Friday, August 30, 2019

Unfinished Business

                     broken glass window

Necessary Vocabulary for this Post: DNF
Literal Meaning: Did Not Finish. 
Frequently made a verb, as in, "I DNFed that book."
While the acronym implies starting and never finishing, it is generally not used to denote a book that is still, theoretically, in progress. Rather, DNF is a way of saying, with finality, that you have quit a book. You have slammed it shut. You do not plan to finish it. At least not until something significant changes in the way you view either that book or the world. 

I have so much Unfinished Business in my reading life: series I started and never completed, books I DNFed but now think might deserve a second chance, and books that left me with questions I needed a few years and a reread to answer.

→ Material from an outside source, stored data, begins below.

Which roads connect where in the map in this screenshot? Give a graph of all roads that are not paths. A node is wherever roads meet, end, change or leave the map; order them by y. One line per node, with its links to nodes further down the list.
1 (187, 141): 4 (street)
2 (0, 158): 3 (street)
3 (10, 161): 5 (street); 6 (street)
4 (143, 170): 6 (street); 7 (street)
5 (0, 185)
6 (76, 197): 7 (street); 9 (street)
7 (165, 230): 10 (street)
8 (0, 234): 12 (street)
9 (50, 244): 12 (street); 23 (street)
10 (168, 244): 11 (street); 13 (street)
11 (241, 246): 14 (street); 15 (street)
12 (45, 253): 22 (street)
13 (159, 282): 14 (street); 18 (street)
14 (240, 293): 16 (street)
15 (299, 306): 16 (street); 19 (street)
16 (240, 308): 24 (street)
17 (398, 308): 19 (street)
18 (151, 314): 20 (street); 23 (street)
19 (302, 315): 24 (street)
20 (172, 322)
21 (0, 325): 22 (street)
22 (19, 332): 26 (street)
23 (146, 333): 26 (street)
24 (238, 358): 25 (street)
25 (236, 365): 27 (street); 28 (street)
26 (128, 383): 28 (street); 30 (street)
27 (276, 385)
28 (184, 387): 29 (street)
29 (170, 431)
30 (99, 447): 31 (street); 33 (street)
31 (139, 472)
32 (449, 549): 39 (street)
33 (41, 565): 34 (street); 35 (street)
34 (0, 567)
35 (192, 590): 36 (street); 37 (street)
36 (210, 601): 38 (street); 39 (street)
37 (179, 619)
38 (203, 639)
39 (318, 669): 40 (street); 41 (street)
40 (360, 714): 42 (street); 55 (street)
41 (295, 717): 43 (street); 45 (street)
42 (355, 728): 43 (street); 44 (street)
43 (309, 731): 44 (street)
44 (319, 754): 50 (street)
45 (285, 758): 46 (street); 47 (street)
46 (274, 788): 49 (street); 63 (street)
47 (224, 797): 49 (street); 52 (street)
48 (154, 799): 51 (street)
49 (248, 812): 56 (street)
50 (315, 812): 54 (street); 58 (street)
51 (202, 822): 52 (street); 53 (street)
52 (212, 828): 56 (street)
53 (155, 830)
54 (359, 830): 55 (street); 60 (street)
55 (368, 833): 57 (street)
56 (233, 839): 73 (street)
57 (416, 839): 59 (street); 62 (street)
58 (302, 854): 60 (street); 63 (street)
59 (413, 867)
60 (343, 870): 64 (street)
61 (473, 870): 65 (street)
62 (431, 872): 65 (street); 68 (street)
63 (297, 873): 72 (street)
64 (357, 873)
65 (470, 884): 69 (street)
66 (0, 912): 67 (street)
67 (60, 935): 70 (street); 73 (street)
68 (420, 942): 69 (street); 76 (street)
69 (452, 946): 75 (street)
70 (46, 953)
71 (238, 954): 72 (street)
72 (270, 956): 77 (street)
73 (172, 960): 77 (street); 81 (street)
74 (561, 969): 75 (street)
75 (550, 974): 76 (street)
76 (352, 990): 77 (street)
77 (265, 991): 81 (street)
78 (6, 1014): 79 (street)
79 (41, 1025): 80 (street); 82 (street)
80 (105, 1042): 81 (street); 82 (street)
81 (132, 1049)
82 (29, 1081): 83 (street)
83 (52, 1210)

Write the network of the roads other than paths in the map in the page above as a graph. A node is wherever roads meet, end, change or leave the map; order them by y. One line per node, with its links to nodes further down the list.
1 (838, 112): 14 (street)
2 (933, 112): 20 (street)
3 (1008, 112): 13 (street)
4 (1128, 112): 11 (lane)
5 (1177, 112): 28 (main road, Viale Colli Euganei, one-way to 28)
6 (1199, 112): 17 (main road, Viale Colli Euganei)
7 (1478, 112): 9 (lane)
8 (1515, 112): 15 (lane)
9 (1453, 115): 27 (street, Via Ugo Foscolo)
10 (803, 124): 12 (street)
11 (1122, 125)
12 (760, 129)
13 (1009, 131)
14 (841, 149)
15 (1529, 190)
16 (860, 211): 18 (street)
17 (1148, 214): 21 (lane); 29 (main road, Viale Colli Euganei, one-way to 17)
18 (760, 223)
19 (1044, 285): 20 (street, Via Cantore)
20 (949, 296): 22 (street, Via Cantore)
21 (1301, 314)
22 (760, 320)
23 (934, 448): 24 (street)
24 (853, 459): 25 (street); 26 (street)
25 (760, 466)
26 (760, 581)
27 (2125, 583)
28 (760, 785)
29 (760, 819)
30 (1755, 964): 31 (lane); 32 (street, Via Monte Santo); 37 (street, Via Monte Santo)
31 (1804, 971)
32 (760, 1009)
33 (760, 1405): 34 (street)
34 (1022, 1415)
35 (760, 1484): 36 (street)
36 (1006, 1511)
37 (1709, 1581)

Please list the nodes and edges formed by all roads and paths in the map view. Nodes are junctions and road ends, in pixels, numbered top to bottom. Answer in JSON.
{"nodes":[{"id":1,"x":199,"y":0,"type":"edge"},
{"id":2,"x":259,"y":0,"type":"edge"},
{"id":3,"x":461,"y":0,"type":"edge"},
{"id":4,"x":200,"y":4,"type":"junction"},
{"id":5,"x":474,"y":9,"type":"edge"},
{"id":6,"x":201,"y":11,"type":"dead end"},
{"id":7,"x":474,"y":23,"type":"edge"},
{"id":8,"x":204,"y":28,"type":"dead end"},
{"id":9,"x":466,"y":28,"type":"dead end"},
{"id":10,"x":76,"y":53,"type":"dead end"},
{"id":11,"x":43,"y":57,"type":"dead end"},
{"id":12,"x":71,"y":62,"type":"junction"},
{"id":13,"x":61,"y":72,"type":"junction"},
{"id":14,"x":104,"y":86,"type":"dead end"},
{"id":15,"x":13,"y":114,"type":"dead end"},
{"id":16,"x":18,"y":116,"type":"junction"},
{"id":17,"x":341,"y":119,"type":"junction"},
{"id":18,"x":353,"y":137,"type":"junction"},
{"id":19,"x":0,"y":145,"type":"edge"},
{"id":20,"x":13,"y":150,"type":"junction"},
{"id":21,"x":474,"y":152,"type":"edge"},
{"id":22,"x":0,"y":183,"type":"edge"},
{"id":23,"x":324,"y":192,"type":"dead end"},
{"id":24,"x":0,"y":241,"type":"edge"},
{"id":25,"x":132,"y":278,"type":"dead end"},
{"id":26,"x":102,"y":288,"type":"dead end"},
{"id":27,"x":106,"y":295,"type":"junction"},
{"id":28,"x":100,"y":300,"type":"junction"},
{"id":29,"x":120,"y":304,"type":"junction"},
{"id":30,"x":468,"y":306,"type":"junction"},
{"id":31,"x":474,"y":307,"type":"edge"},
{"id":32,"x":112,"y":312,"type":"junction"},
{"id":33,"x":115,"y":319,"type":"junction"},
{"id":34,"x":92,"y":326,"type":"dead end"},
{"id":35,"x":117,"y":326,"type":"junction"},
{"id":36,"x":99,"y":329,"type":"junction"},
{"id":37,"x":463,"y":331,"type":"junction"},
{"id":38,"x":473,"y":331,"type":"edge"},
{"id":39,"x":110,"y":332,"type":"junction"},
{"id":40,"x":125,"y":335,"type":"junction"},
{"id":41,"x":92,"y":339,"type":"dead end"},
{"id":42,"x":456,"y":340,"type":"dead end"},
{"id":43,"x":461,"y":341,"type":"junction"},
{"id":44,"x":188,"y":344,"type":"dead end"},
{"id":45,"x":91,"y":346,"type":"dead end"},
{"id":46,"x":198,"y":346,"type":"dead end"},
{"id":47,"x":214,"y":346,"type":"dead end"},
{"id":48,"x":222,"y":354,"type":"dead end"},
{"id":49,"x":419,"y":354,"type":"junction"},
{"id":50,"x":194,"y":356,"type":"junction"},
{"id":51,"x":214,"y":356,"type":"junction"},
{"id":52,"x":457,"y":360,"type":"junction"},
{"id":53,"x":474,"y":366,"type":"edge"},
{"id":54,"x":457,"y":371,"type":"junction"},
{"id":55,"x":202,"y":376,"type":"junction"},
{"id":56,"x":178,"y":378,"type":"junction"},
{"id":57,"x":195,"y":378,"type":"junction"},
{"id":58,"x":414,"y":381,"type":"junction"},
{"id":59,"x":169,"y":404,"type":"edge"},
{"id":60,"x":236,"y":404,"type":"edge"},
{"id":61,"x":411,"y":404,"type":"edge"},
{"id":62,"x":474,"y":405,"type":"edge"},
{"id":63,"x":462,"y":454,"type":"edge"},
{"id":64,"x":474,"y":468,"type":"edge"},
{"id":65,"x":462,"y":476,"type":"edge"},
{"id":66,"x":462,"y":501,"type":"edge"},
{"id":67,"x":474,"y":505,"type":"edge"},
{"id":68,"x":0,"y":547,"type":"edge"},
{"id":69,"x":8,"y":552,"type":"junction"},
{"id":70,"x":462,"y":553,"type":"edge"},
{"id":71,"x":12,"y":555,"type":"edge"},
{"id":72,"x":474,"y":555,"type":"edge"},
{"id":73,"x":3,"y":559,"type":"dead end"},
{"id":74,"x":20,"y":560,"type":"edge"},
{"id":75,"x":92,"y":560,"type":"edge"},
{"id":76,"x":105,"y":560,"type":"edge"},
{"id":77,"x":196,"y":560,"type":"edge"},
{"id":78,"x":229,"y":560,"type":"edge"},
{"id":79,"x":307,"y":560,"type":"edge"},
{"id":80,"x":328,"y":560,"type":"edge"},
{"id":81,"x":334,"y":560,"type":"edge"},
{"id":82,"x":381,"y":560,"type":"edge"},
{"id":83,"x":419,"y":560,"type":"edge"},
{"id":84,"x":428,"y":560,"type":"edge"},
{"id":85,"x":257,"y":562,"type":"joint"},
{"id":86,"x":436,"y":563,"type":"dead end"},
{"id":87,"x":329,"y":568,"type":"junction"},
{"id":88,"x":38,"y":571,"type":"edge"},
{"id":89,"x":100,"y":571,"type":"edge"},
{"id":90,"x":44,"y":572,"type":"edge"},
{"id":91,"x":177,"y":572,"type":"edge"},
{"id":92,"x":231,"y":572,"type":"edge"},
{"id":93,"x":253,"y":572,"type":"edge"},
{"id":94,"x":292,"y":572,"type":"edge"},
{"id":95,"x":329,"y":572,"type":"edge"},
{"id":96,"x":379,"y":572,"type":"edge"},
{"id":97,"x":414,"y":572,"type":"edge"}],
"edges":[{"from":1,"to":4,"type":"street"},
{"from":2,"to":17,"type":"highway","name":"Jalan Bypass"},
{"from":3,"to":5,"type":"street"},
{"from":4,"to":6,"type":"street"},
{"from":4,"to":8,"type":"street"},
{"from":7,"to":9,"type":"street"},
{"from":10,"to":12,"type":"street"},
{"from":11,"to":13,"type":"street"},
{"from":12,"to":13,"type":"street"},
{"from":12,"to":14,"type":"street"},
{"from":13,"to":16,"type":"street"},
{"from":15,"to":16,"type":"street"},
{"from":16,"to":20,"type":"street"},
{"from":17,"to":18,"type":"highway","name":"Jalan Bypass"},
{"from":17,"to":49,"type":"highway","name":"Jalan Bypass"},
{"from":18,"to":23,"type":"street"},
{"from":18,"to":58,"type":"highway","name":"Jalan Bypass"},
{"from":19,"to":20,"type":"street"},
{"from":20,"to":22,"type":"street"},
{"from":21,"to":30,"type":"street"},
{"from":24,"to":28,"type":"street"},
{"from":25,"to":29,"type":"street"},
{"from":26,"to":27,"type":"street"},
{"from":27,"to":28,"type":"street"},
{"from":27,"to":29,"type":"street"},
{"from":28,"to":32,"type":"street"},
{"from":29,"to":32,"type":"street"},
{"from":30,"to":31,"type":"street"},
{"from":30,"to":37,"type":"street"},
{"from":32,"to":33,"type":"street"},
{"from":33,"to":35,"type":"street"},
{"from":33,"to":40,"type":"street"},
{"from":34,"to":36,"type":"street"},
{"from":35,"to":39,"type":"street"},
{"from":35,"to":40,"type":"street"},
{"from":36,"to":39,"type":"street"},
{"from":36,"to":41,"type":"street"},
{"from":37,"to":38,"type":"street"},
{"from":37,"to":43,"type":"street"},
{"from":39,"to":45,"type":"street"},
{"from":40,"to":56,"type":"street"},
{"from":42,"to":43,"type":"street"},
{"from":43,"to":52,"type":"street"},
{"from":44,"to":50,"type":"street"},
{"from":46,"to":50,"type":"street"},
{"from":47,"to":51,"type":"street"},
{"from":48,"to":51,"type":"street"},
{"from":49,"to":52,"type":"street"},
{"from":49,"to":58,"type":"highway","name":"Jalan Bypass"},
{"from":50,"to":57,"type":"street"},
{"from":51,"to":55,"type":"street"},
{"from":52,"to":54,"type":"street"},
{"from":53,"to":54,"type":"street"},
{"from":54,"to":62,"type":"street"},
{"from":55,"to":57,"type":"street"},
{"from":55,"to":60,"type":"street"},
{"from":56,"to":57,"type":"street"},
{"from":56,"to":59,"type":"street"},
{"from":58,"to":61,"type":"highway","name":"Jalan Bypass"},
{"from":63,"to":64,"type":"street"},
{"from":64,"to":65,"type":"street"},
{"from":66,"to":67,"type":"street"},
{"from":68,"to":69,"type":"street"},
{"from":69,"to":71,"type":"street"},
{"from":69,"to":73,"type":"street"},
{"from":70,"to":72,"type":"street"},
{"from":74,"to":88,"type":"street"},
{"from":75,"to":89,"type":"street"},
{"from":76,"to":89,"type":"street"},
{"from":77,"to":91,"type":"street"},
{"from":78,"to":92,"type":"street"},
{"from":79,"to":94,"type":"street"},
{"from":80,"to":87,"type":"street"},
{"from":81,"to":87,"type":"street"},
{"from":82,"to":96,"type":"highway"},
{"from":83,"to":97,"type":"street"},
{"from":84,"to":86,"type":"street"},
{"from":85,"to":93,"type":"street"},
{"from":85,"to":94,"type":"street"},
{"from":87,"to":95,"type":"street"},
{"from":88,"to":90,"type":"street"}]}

Do you have Unfinished Business too?


Let me give you some examples and explain along the way why I think cleaning up literary Unfinished Business is important for mental health and growth.

Series I Never Finished
It was pretty common for me to find the first couple books in a series from a small, local library, love them, but then have a hard time getting my hands on the rest.
I think each unfinished story left a little wound. I got invested in the characters and then accidentally abandoned them to whatever danger or internal struggle they were facing, and in doing so, I abandoned myself to whatever the story was helping me work through. This might not make sense to you, and that's okay. Stories help me get through life. They help me see my own mess through a different set of eyes, and each story helps me get a little less messy. At any rate, I'm bothered by each story I haven't finished, so I'm being really intentional at this stage of my life about remembering and going back and finishing things.

                                            Image result for the children of the lamp

The Children of the Lamp series by P.B. Kerr is one of these. It's a seven-book series about a pair of twin siblings who discover, at the age of 12, that they are djinn. They grant wishes, pop in and out of lamps, and, naturally, take on the forces of evil in the djinn world. It's very Arabian Nights, elementary edition. I found the first two books in a little Christian school library somewhere around fifth grade and convinced the librarian, *cough* my mom, to add the third one when it came out. And then I'm not really sure what happened. I didn't see hide or tail of the fourth book until I was eighteen and wandering around a Borders. By that point I had pretty nearly forgotten the story, but I read it anyway, trying to pick up the where I'd left off. It didn't feel the same. Reading it without remembering well just created a disconnect. I could have sought out further books, but I didn't.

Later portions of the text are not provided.